**ACTIVITY:** Please give an exact printout of the records, without any pictures.

**RECORDED INFORMATION:**
^^^^^^^^^^^^^^^^
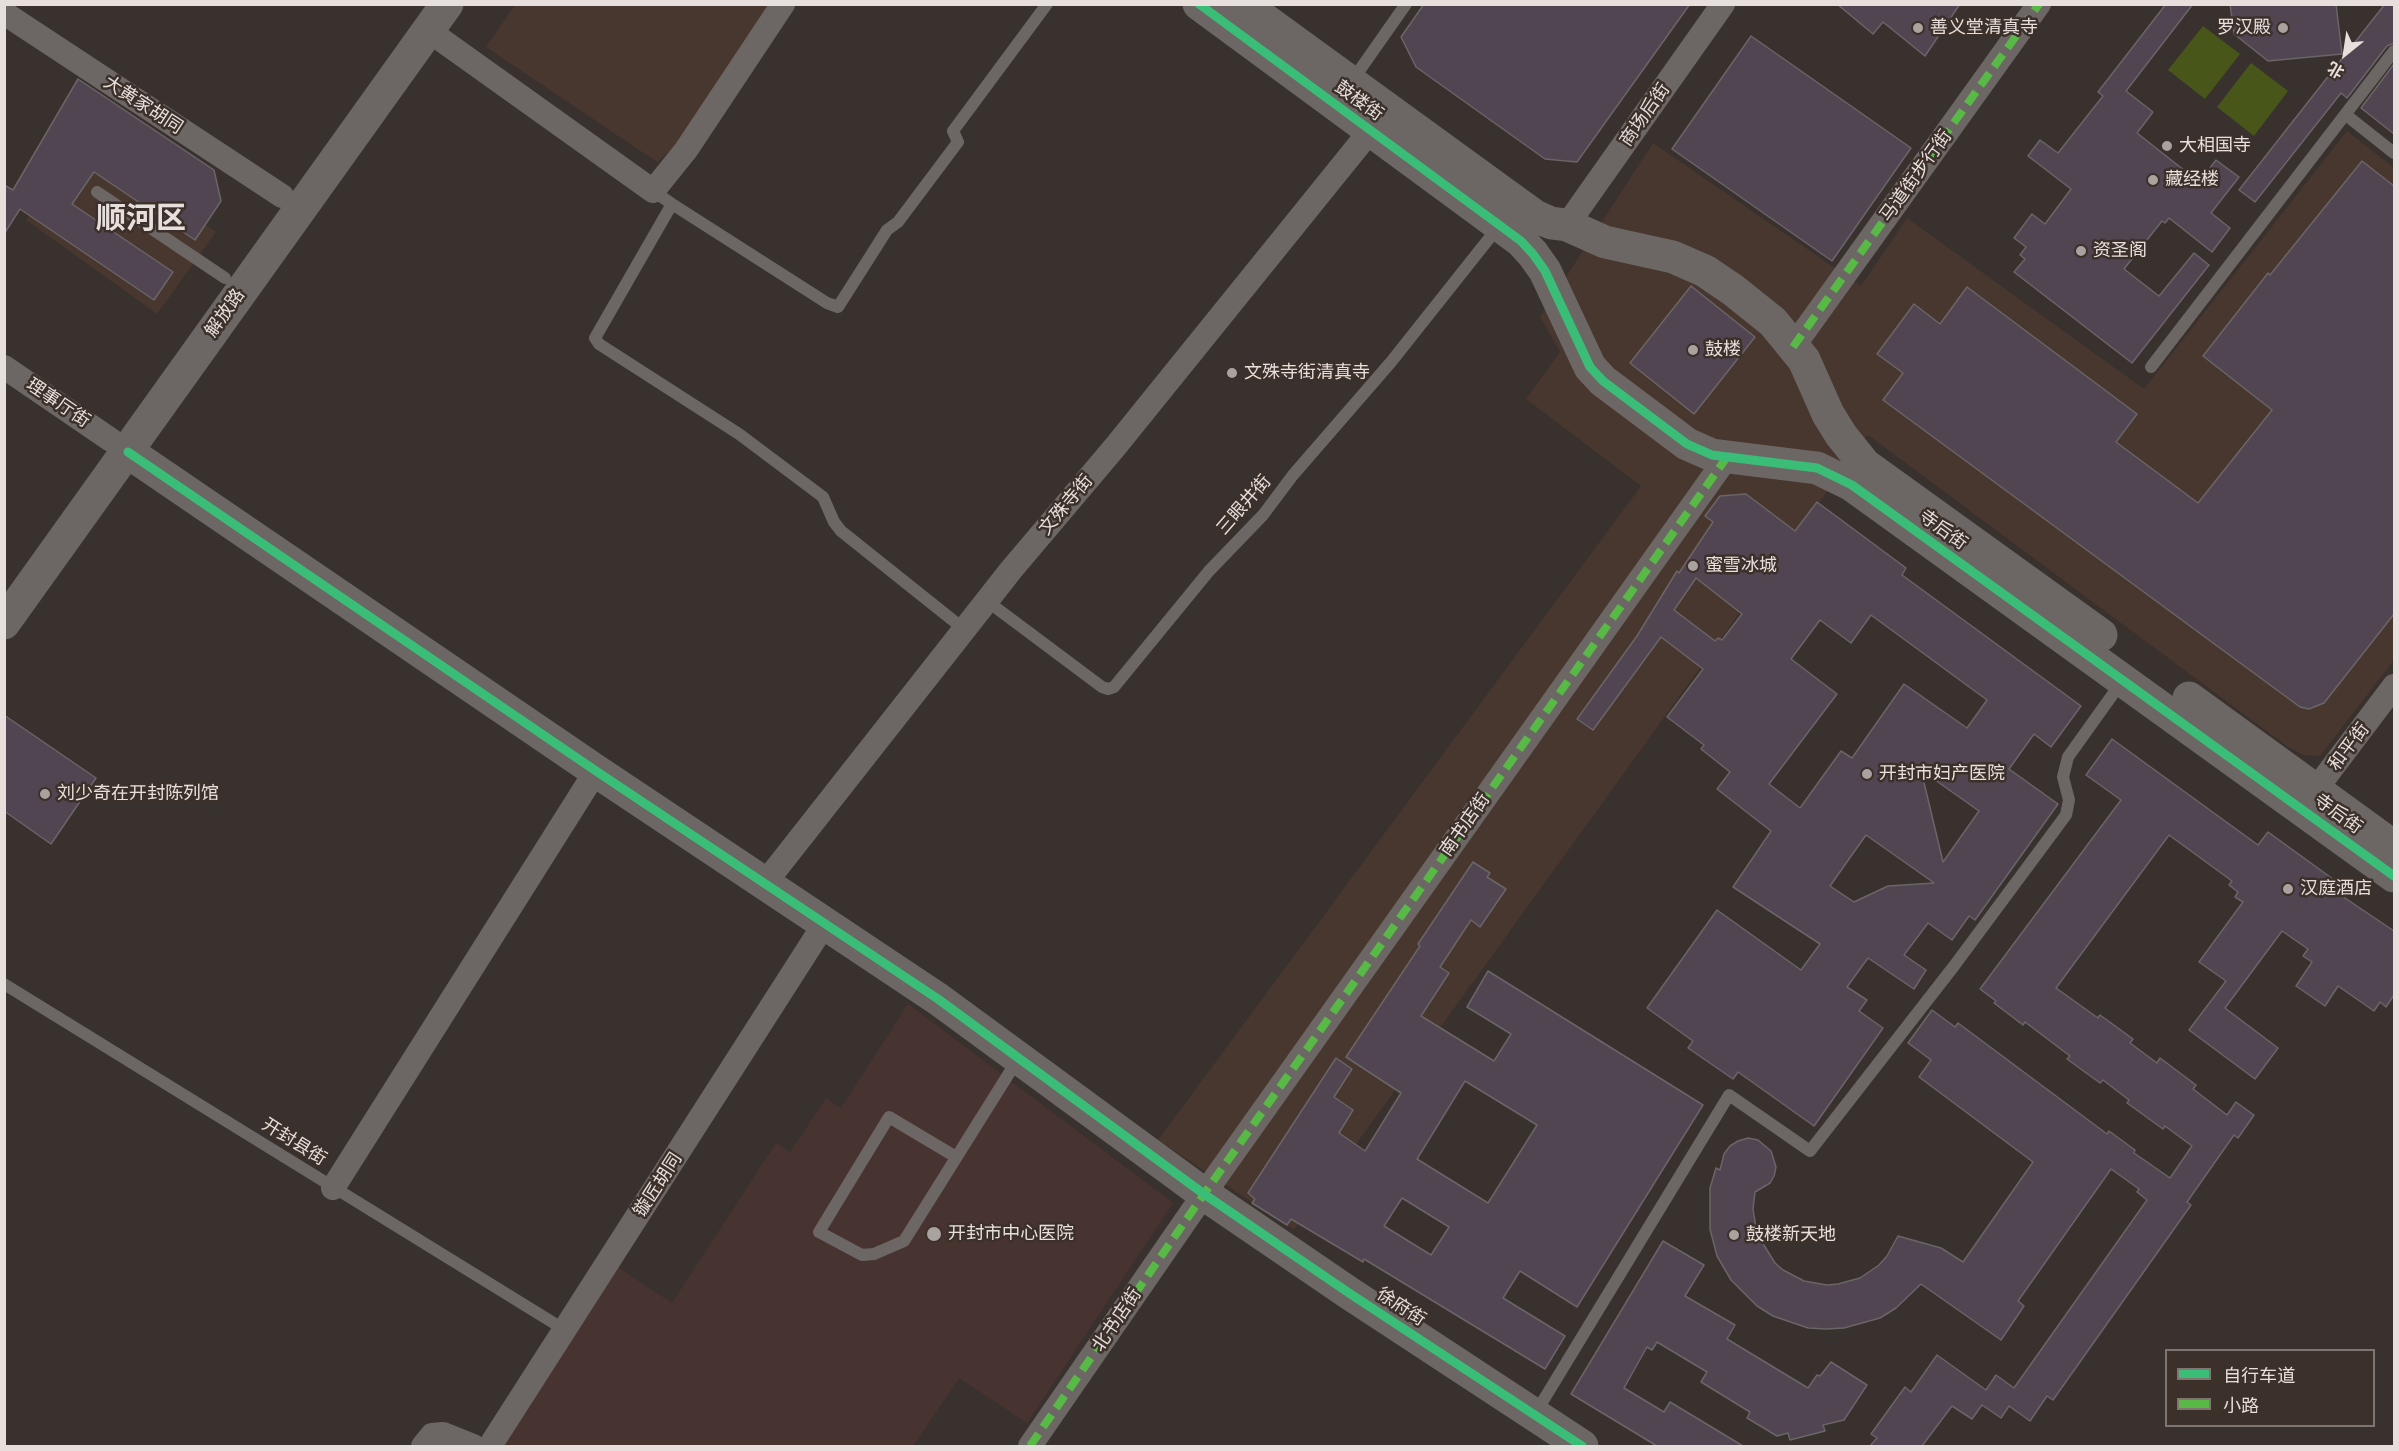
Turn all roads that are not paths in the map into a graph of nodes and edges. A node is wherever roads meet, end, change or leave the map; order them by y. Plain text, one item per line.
1 (447, 4) edge
2 (783, 4) edge
3 (1047, 4) edge
4 (1199, 4) edge
5 (1243, 4) edge
6 (1406, 4) edge
7 (1723, 4) edge
8 (2039, 4) edge
9 (4, 13) edge
10 (424, 18) edge
11 (2394, 51) edge
12 (1351, 82) junction
13 (2346, 115) junction
14 (1371, 130) junction
15 (2394, 153) edge
16 (97, 192) dead end
17 (282, 196) junction
18 (662, 198) junction
19 (1500, 225) junction
20 (1567, 225) junction
21 (225, 278) junction
22 (1793, 347) junction
23 (4, 367) edge
24 (2151, 368) dead end
25 (119, 446) junction
26 (1727, 457) junction
27 (4, 584) edge
28 (987, 601) junction
29 (4, 623) edge
30 (965, 630) junction
31 (2124, 679) junction
32 (2394, 686) edge
33 (596, 771) junction
34 (2309, 799) junction
35 (2394, 847) edge
36 (2394, 876) edge
37 (765, 883) junction
38 (825, 923) junction
39 (4, 984) edge
40 (1018, 1058) junction
41 (956, 1157) junction
42 (333, 1188) junction
43 (1204, 1194) junction
44 (565, 1330) junction
45 (1535, 1415) junction
46 (423, 1446) edge
47 (473, 1446) edge
48 (490, 1446) edge
49 (1030, 1446) edge
50 (1582, 1446) edge

1 - 10 street, 解放路
2 - 18 street
3 - 18 lane
4 - 14 street, 鼓楼街
5 - 12 street, 鼓楼街
6 - 12 lane
7 - 20 street, 商场后街
8 - 22 street, 马道街步行街
9 - 17 street, 大黄家胡同
10 - 17 street, 解放路
10 - 18 street
10 - 25 street, 解放路
11 - 13 lane
12 - 20 street, 鼓楼街
13 - 15 lane
13 - 24 lane
14 - 19 street, 鼓楼街
14 - 28 street, 文殊寺街
16 - 21 lane
17 - 21 street, 解放路
18 - 30 lane
19 - 26 street, 寺后街
19 - 28 lane, 三眼井街
20 - 22 street, 寺后街
21 - 25 street, 解放路
22 - 34 street, 寺后街
23 - 25 street, 理事厅街
25 - 27 street, 解放路
25 - 29 street, 解放路
25 - 33 street, 徐府街
26 - 31 street, 寺后街
26 - 43 street, 南书店街
28 - 30 street, 文殊寺街
30 - 37 street, 文殊寺街
31 - 34 street, 寺后街
31 - 45 lane
32 - 34 street, 和平街
33 - 37 street, 徐府街
33 - 42 street
34 - 35 street, 寺后街
34 - 36 street, 寺后街
37 - 38 street, 徐府街
38 - 40 street, 徐府街
38 - 44 street, 镟匠胡同
39 - 42 lane, 开封县街
40 - 41 lane
40 - 43 street, 徐府街
41 - 41 lane
42 - 44 lane, 开封县街
43 - 45 street, 徐府街
43 - 49 street, 北书店街
44 - 48 street, 镟匠胡同
45 - 50 street, 徐府街
46 - 47 street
^^^^^^^^^^^^^^^^
**EXERCISE RESULT:**
Turn all roads that are not paths in the map into a graph of nodes and edges. A node is wherever roads meet, end, change or leave the map; order them by y. Plain text, one item per line.
1 (447, 4) edge
2 (783, 4) edge
3 (1047, 4) edge
4 (1199, 4) edge
5 (1243, 4) edge
6 (1406, 4) edge
7 (1723, 4) edge
8 (2039, 4) edge
9 (4, 13) edge
10 (424, 18) edge
11 (2394, 51) edge
12 (1351, 82) junction
13 (2346, 115) junction
14 (1371, 130) junction
15 (2394, 153) edge
16 (97, 192) dead end
17 (282, 196) junction
18 (662, 198) junction
19 (1500, 225) junction
20 (1567, 225) junction
21 (225, 278) junction
22 (1793, 347) junction
23 (4, 367) edge
24 (2151, 368) dead end
25 (119, 446) junction
26 (1727, 457) junction
27 (4, 584) edge
28 (987, 601) junction
29 (4, 623) edge
30 (965, 630) junction
31 (2124, 679) junction
32 (2394, 686) edge
33 (596, 771) junction
34 (2309, 799) junction
35 (2394, 847) edge
36 (2394, 876) edge
37 (765, 883) junction
38 (825, 923) junction
39 (4, 984) edge
40 (1018, 1058) junction
41 (956, 1157) junction
42 (333, 1188) junction
43 (1204, 1194) junction
44 (565, 1330) junction
45 (1535, 1415) junction
46 (423, 1446) edge
47 (473, 1446) edge
48 (490, 1446) edge
49 (1030, 1446) edge
50 (1582, 1446) edge

1 - 10 street, 解放路
2 - 18 street
3 - 18 lane
4 - 14 street, 鼓楼街
5 - 12 street, 鼓楼街
6 - 12 lane
7 - 20 street, 商场后街
8 - 22 street, 马道街步行街
9 - 17 street, 大黄家胡同
10 - 17 street, 解放路
10 - 18 street
10 - 25 street, 解放路
11 - 13 lane
12 - 20 street, 鼓楼街
13 - 15 lane
13 - 24 lane
14 - 19 street, 鼓楼街
14 - 28 street, 文殊寺街
16 - 21 lane
17 - 21 street, 解放路
18 - 30 lane
19 - 26 street, 寺后街
19 - 28 lane, 三眼井街
20 - 22 street, 寺后街
21 - 25 street, 解放路
22 - 34 street, 寺后街
23 - 25 street, 理事厅街
25 - 27 street, 解放路
25 - 29 street, 解放路
25 - 33 street, 徐府街
26 - 31 street, 寺后街
26 - 43 street, 南书店街
28 - 30 street, 文殊寺街
30 - 37 street, 文殊寺街
31 - 34 street, 寺后街
31 - 45 lane
32 - 34 street, 和平街
33 - 37 street, 徐府街
33 - 42 street
34 - 35 street, 寺后街
34 - 36 street, 寺后街
37 - 38 street, 徐府街
38 - 40 street, 徐府街
38 - 44 street, 镟匠胡同
39 - 42 lane, 开封县街
40 - 41 lane
40 - 43 street, 徐府街
41 - 41 lane
42 - 44 lane, 开封县街
43 - 45 street, 徐府街
43 - 49 street, 北书店街
44 - 48 street, 镟匠胡同
45 - 50 street, 徐府街
46 - 47 street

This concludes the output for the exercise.